Tanggapan Frans sungguh membuat Ama frustasi. Tidak satu pun pertanyaan yang ia ajukan dijawab Frans tanpa mengajukan pertanyaan lain.

“Ya Tuhan, kau sangat menyebalkan!” sungut Alma.

“Kelihatannya kau sangat tertarik dengan Krisna.” Entah bagaimana, pernyataan Frans lebih terdengar seperti sebuah pertanyaan di telinga Alma.

“Kenapa, apa kau merasa terganggu?”

“Haha, apa kah aku seharusnya merasa terganggu?”

“Kau yang harus menjawabnya, bukan aku. Aku hanya senang saja menggodanya.”

“Bukankah itu yang selalu kau lakukan pada semua pria?” Frans mecibir.

“Sepertinya kau tidak akan pernah memaafkanku bukan?”

“Haha, tentu saja aku memaafkan. Hidup ini terlalu berharga untuk disia-siakan dengan membencimu. Lagi pula kau tau aku tidak akan pernah bisa membencimu. Hanya saja aku tidak melupakan.” Frans lalu membuang puntung rokoknya yang sudah pendek dan bersiap untuk meninggalkan Alma dengan rokoknya yang masih setengah terjepit dijarinya.

“Lebih baik kau lupakan saja Krisna.” Lanjut Krisna membuat dahi Alma berkerut. “Ia sudah bertunangan dan akan segera menikah. Untuk apa kau repo-repot menjerat pria yang tidak tertarik pada permainanmu” ejek Frans.

“Oh ya? Jika benar begitu, makan semuanya akan menjadi lebih menarik” balas Alma dengan sebuah seringaian di wajahnya.

“Terserah kau saja, itu hidupmu. Kalau begitu, semoga berhasil. Jangan cari aku kalau kau terkena masalah.” Ucap Frans memperingatkan sebelum meninggalkan area merokok, sementara Alma sibuk dengan benaknya.

Inikah penyebabknay kenapa Krisna bersikap seperti itu padaku? Kenapa dia tidak pernah menyebutkannya? Bukankah pria normal biasanya akan langsung mengakui status mereka untuk menjauhi wanita yang tidak mereka suka? Ataukah Krisna tidak normal?
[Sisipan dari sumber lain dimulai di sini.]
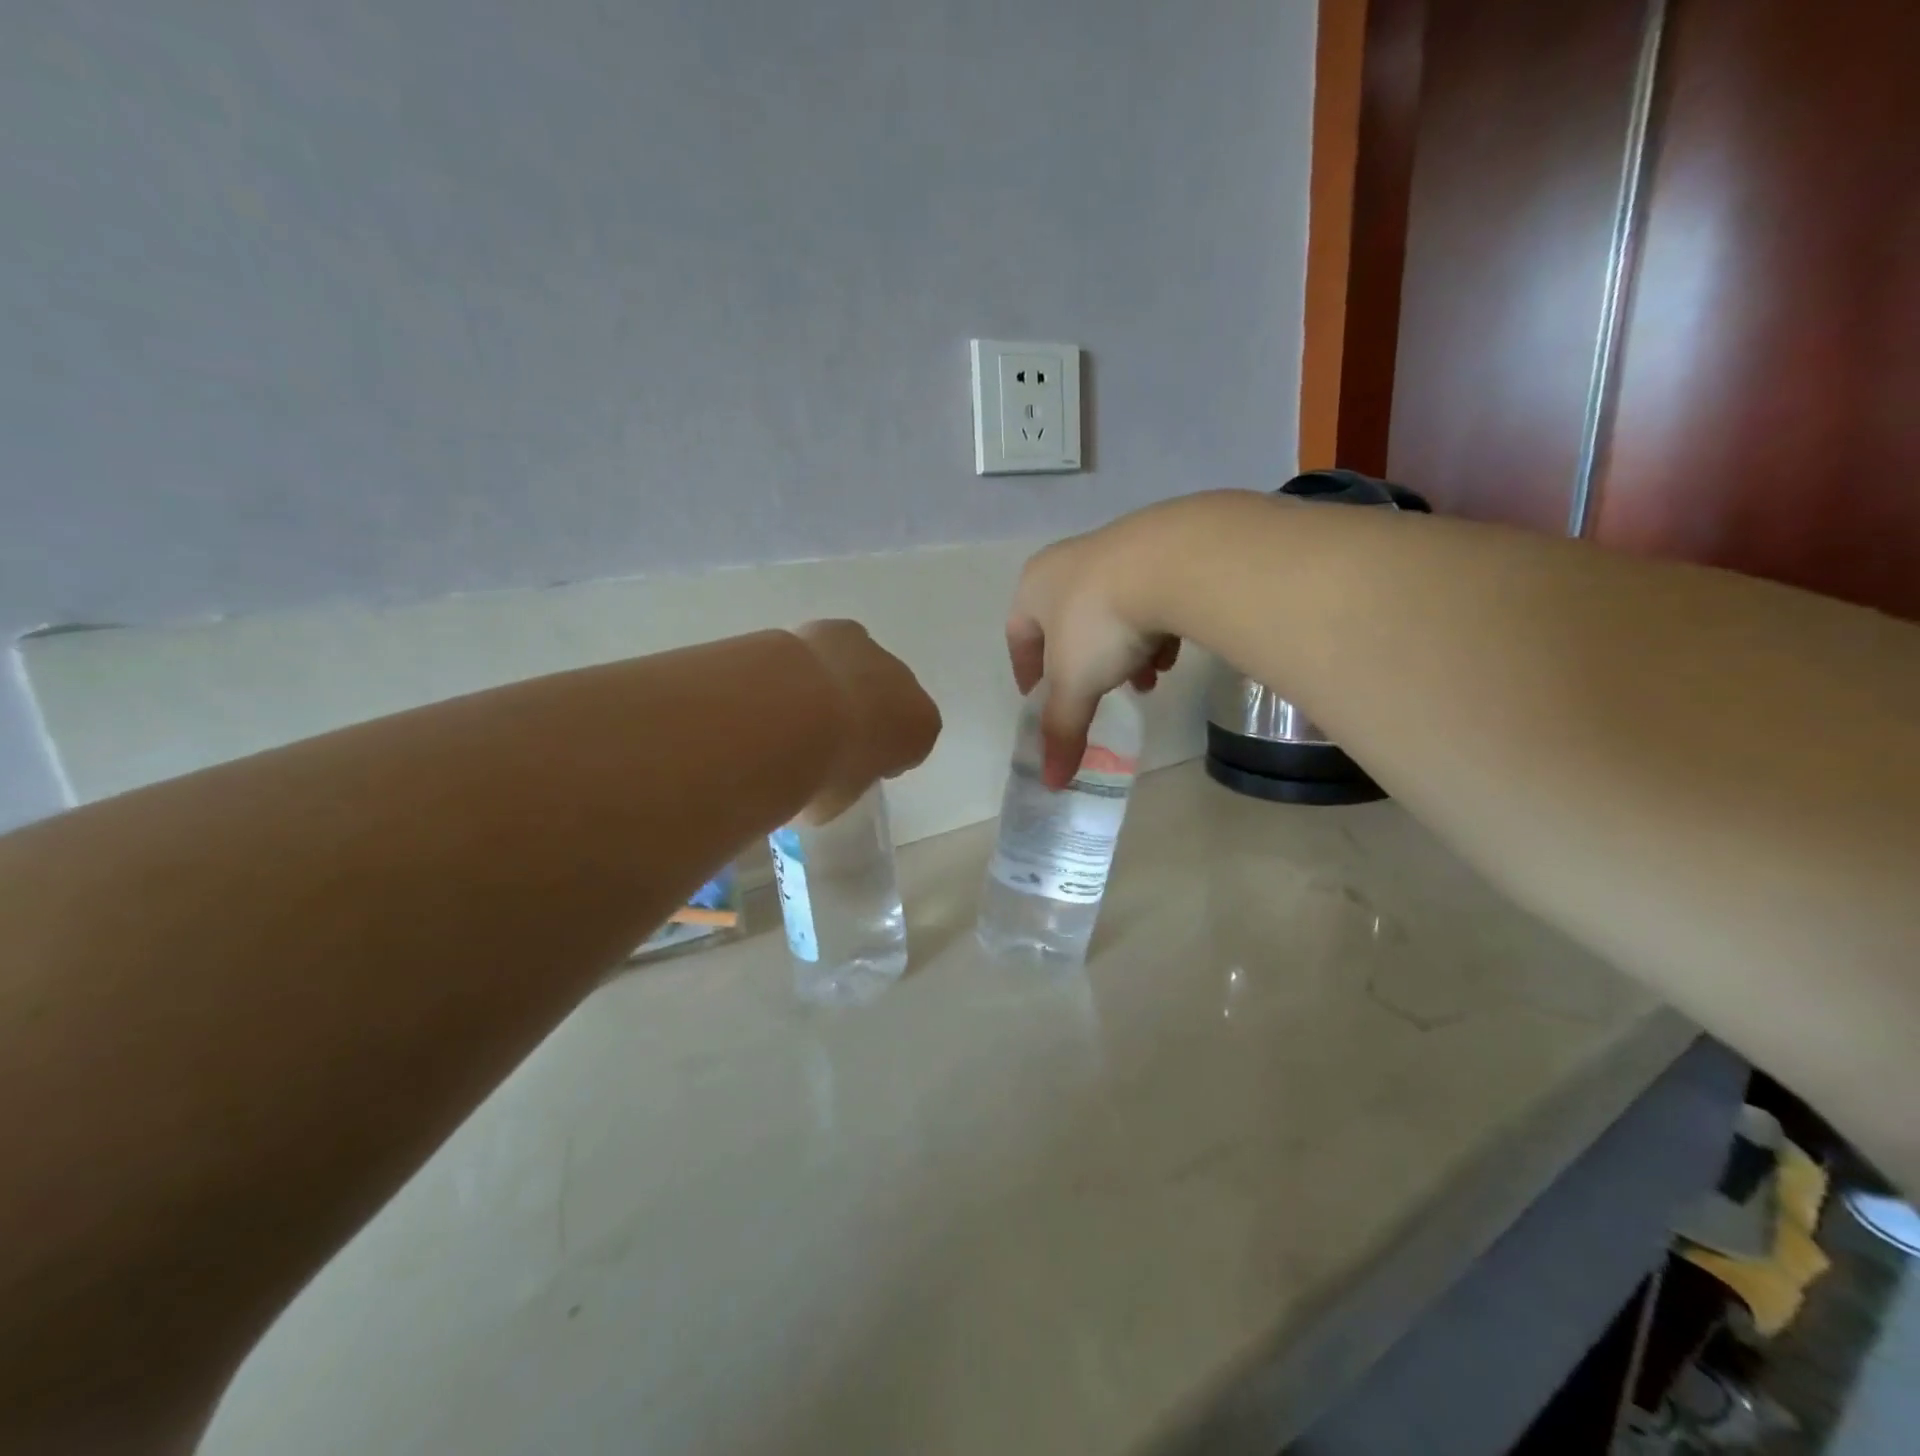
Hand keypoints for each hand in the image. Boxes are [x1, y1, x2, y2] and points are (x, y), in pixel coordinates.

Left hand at [793, 620, 942, 822]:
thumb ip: (844, 786)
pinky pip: (833, 648)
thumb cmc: (824, 770)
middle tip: (828, 738)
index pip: (912, 745)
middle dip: (867, 715)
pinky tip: (786, 679)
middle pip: (891, 701)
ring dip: (842, 686)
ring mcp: (875, 652)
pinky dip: (816, 661)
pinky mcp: (839, 630)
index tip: (857, 767)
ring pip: (863, 671)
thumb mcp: (839, 799)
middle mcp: (908, 685)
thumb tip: (823, 785)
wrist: (792, 715)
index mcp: (922, 728)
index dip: (884, 757)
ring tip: (801, 707)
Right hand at [1006, 517, 1181, 788]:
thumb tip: (1052, 783)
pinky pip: (1148, 597)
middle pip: (1068, 625)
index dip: (1027, 672)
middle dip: (1085, 666)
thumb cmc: (1101, 622)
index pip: (1018, 635)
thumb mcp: (1076, 684)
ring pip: (1112, 612)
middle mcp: (1070, 563)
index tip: (1041, 700)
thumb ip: (1062, 730)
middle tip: (1101, 694)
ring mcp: (1117, 550)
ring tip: (1148, 680)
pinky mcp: (1162, 549)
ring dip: (1124, 652)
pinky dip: (1154, 630)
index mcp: (1034, 586)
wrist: (1173, 561)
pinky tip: (1172, 652)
Atau mungkin dia malah menyukaiku?

Bayangan Krisna yang menaruh perhatian padanya membuat Alma tersenyum sendiri.

“Halo mbak, sendirian saja?” suara seoarng perempuan menyapa Alma dari belakang. Rupanya Ririn, sepertinya ia baru saja kembali dari basement melalui tangga.

“Hai Rin, apa kau mau menemaniku?” tanya Alma basa-basih sambil menghisap rokoknya.

“Maaf mbak, tapi saya kan tidak merokok.” Tutur Ririn dengan wajah yang terlihat menyesal karena menolak ajakan Alma.

“Haha... aku hanya bertanya apa kau bisa menemaniku, disini. Bukan menemaniku untuk ikut merokok.” Jelas Alma sambil tertawa kecil melihat Ririn yang salah paham.

“Oh, maaf mbak. Saya pikir mbak mengajak saya merokok,” gumam Ririn merasa tidak enak.

“Haha, mana mungkin aku melakukannya. Tapi kau bisa memberitahuku kalau-kalau kaku berubah pikiran.” Bisik Alma sambil mengerling jahil, mengundang sebuah cengiran di wajah Ririn.

“Baiklah kalau begitu.” Ririn pun melangkah memasuki area merokok dan berdiri disamping Alma yang kini sedang memandangi tanah kosong di bawahnya.

“Ngomong-ngomong, sudah berapa lama kau bekerja disini?” tanya Alma membuka pembicaraan.

“Sekitar dua tahun mbak.”

“Apakah kau tau kalau Krisna sudah bertunangan?” tanya Alma pada Ririn.